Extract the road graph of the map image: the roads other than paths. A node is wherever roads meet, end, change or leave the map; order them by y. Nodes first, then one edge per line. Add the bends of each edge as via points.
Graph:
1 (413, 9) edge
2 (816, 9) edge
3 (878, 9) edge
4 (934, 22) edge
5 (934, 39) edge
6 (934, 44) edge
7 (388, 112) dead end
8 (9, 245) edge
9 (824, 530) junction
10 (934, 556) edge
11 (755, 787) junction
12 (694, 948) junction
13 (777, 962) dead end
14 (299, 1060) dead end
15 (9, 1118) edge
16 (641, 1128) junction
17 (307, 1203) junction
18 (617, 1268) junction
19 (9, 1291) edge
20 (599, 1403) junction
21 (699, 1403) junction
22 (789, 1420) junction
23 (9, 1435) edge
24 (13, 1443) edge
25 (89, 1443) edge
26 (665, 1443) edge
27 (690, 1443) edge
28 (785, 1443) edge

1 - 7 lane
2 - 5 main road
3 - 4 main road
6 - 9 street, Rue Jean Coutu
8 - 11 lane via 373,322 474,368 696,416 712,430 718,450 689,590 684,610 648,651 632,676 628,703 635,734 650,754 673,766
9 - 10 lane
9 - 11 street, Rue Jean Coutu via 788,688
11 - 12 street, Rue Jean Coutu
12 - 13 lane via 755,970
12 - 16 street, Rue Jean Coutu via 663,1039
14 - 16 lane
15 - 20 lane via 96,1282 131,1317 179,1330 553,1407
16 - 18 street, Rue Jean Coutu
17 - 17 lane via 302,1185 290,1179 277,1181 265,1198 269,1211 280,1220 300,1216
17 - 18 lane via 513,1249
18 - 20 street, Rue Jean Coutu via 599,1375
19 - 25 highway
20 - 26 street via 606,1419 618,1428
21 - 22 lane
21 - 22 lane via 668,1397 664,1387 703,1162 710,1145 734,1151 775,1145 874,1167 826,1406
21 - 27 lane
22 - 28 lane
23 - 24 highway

■ **Work order**: Scan the data for lines with the word "Coutu". Report only how many there are.

■ **Task response**: 6